Ей повезло, почти сразу же попалось длинное, приземистое здание пакгауза, а за ним тропинка между двумя штабелями пропитанных шпал — креозот сработал как нашатырь, голова стремительно прояснялась. Рассказы про гетто она слыхала еще в лесу, это почти мгновенное видение... у нее были слишком свои и конкретные цели, чтобы вдумываться в то, что ей предстало. И думать наперед теперь надо было о другом, и стеречься. Штабеля кончились — и послышался шум, который... Она затаилась в укромном закутке возле пахнущей керосином будки... теперь она в городе; говорят, патрули тут никого просто так не хватают прямо на улицах, но все равно с волковысской бумагой...
Да, там ведь рынок где-то должен быть! Мезя несколько раз говорил: дойди до рынка, там и спрашивай что надо.
У входа на довольно широкую, утоптанную привокзальную площадь на виселице в виде буквы «П» болтались на веревках разной длины — два трупа (давних, вымерзших до сухости) и покачивались вразнобой. Несильного утреннего движения воздуха, не ветра даже, хватало, чтобы их шевелить. На груди болтались картонные надписи: «Бандит». Никто не обращал на них внимания.

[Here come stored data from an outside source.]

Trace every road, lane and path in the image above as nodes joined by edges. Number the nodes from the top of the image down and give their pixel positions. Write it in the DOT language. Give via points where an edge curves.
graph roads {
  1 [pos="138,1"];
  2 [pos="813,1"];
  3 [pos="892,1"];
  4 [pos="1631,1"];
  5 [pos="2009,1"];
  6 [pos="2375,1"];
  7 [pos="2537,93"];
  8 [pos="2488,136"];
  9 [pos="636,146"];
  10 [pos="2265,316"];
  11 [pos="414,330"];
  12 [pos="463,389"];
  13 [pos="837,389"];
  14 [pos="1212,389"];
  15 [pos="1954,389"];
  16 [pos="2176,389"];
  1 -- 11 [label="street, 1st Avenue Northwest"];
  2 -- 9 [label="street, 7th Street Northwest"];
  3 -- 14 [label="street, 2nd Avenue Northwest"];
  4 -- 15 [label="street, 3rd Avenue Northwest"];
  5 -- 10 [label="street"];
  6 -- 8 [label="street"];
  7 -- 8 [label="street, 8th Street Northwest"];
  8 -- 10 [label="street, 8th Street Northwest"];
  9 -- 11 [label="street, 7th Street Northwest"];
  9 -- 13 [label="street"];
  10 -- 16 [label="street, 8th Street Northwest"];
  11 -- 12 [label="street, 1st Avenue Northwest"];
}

Агитация пропадала зря.
На привокзальной площади народу было немного, но движение было заметно: из двух улиц, выходивших на площадь, втекали редкие, нестройные шеренги — люди, телеги; пригородные крестьяне, одетые кое-как, длинными вереницами шли на базар: потрепанные полушубки, ватники, кто-то в самодельных калошах, сделанных из автомобильных камер, но больше просто в лаптях — это искусство быстро возродилось с началом войны, как будто никогда и не забывалось.
Худые, сомнамбулические кони, оскальзываясь стертыми подковами на притоптанном до льдистого состояния снегу, тащили полупустые телеги, прикрытые мешковиной. Городские магазины по большей части пусты, а некоторые даже с заколоченными окнами.
Вообще говоря, вся торговля перешла на базарные площади по многим причинам: нормальных денег ни у кого не было, вернее, были, но очень разные; советские рубли и польские злотые никто не спешил выбрасывать, забивали в банки и зарывали на огородах. Официально ходили немецкие оккупационные марки, но у кого они могли быть? У конторских служащих, у железнодорожников, они получали твердую оплату. В реальной базарной торговле господствовал натуральный обмен. Опасливые, осторожные жители окрестных деревенек рано поутру тащились на вокзальную площадь с тем, что у кого было в хозяйстве. Сапоги, почти не топтанные, могли стоить поросенка, лемех, кому понадобится в ожидании весны, — три-четыре десятка яиц. Был и свой дефицит — почему-то с началом войны всегда исчезают иголки, целую курицу могли потребовать за простую швейную иглу, и отдавали.